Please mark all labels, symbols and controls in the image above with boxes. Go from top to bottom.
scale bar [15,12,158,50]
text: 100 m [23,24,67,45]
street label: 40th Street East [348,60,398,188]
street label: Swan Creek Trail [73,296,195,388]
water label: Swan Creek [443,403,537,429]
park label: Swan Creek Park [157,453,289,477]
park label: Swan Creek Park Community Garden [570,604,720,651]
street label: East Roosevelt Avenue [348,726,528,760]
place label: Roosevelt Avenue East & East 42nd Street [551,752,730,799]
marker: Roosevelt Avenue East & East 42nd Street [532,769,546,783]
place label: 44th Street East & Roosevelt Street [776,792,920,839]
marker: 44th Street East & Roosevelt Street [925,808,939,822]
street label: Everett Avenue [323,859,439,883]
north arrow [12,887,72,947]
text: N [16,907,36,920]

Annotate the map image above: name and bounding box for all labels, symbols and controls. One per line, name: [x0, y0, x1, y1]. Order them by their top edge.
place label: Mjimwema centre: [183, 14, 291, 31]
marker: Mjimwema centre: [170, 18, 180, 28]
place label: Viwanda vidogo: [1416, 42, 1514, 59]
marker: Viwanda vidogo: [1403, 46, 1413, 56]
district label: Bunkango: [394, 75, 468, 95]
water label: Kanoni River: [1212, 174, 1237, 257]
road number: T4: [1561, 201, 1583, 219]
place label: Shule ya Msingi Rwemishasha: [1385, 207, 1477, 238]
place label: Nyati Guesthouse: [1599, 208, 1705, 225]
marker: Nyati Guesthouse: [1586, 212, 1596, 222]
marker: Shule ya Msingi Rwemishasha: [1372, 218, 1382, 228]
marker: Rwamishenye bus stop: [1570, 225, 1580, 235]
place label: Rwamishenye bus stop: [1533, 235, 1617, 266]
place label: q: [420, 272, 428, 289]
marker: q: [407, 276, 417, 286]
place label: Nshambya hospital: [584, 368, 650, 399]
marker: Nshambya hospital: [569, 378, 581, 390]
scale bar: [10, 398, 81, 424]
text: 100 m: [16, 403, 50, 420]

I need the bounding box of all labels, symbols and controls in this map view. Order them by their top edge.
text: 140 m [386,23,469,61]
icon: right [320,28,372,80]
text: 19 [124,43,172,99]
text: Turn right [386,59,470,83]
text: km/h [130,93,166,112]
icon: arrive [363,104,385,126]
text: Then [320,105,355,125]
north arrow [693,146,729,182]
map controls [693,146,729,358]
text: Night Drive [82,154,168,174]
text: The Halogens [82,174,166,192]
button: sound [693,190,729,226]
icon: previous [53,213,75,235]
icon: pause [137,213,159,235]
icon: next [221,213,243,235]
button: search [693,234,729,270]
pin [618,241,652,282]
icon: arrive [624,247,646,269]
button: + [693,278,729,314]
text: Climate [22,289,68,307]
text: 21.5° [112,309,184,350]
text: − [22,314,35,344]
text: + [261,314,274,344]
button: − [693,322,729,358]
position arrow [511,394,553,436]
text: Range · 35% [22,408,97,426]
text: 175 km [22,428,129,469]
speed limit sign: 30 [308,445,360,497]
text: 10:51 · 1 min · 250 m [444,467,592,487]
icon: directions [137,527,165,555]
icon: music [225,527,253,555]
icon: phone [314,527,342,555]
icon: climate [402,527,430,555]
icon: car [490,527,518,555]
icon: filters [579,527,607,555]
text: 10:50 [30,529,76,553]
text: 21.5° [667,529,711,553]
= = =
> _TASK_
From the records above, count the lines that contain "Roosevelt". Only the number should be written.

> _WRITTEN SOLUTION_
5